Step 5 — Configure for Your Setup
Ollama uses environment variables for configuration. Set these in Windows System Environment Variables (System Properties → Environment Variables → System Variables → New):
| Variable | Value | Effect |
|---|---|---|
OLLAMA_NUM_GPU | 99 | Force all layers to GPU |
OLLAMA_KEEP_ALIVE | 300 | Keep model loaded 5 min |
OLLAMA_MAX_LOADED_MODELS | 1 | Only one model in VRAM at once |
OLLAMA_HOST | 0.0.0.0:11434 | Allow network access |
After changing environment variables, restart the Ollama service:
Stop-Process -Name "ollama" -Force
Start-Process "ollama" -ArgumentList "serve"
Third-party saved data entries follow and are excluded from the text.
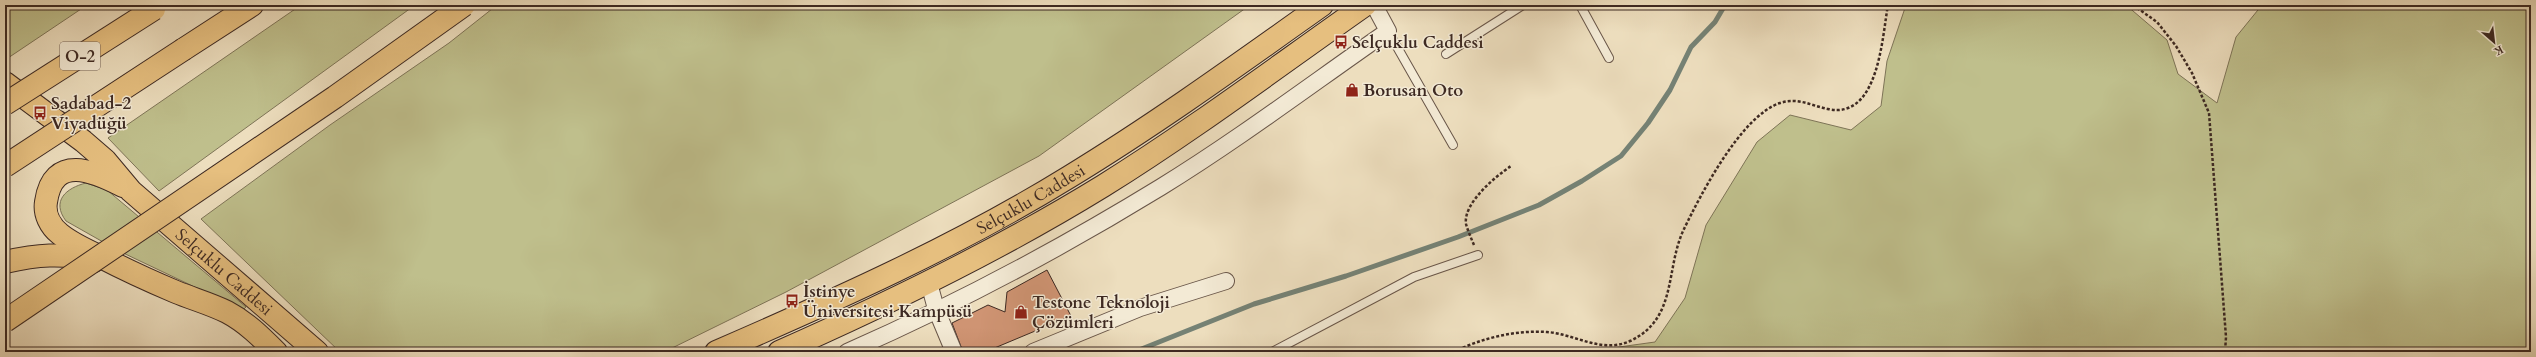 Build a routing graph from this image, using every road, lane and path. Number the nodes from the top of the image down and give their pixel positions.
1 (251, 5) edge
2 (464, 5) edge
3 (1322, 5) edge
4 (1365, 5) edge
5 (1374, 5) edge
6 (1523, 5) edge
7 (1580, 5) edge
8 (1888, 5) edge
9 (2133, 5) edge
10 (157, 7) edge
11 (1388, 31) junction
12 (1446, 54) dead end
13 (1608, 58) dead end
14 (5, 83) edge
15 (5, 104) edge
16 (1454, 145) dead end
17 (5, 166) edge
18 (1511, 166) dead end
19 (131, 191) junction
20 (1472, 239) dead end
21 (1478, 255) dead end
22 (5, 262) edge
23 (124, 269) junction
24 (1226, 281) dead end
25 (929, 283) junction
26 (936, 309) junction
27 (5, 321) edge
28 (276, 352) edge
29 (317, 352) edge
30 (716, 352) edge
31 (779, 352) edge
32 (847, 352) edge
33 (954, 352) edge
34 (1033, 352) edge
35 (1272, 352) edge
36 (1454, 352) edge
37 (2225, 352) edge

1 - 17 main road, bridge
2 - 27 main road, bridge
3 - 30 main road, Selçuklu Caddesi
4 - 25 main road, Selçuklu Caddesi
5 - 11 street
6 - 12 lane
7 - 13 lane
8 - 36 path
9 - 37 path
10 - 15 main road, O-2, bridge
11 - 16 lane
11 - 26 street
14 - 19 main road
18 - 20 path
19 - 23 main road
19 - 29 main road, Selçuklu Caddesi
21 - 35 lane
22 - 23 main road
23 - 28 main road, Selçuklu Caddesi
24 - 34 street
25 - 26 street
25 - 31 main road, Selçuklu Caddesi
26 - 32 street
26 - 33 street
Or restart from the system tray icon.
Useful Commands
# List downloaded models
ollama list
# Pull a model without running it
ollama pull mistral:7b
# Remove a model
ollama rm llama3.1:8b
# Show model info
ollama show llama3.1:8b
# Run with a one-shot prompt (non-interactive)
ollama run llama3.1:8b "Explain quantization in one paragraph"
# List running models and VRAM usage
ollama ps
Recommended Models by VRAM
| VRAM | Model | Command |
|---|---|---|
| 4GB | Phi-3 Mini | ollama run phi3:mini |
| 6–8GB | Llama 3.1 8B | ollama run llama3.1:8b |
| 8GB | Mistral 7B | ollama run mistral:7b |
| 12GB | Llama 3.1 8B Q8 | ollama run llama3.1:8b:q8_0 |
| 24GB | Gemma 2 27B | ollama run gemma2:27b |
Troubleshooting
Model running on CPU instead of GPU
Check that your NVIDIA drivers are up to date (525+ required). Run nvidia-smi to verify the driver version. If drivers are current, set OLLAMA_NUM_GPU=99 in environment variables.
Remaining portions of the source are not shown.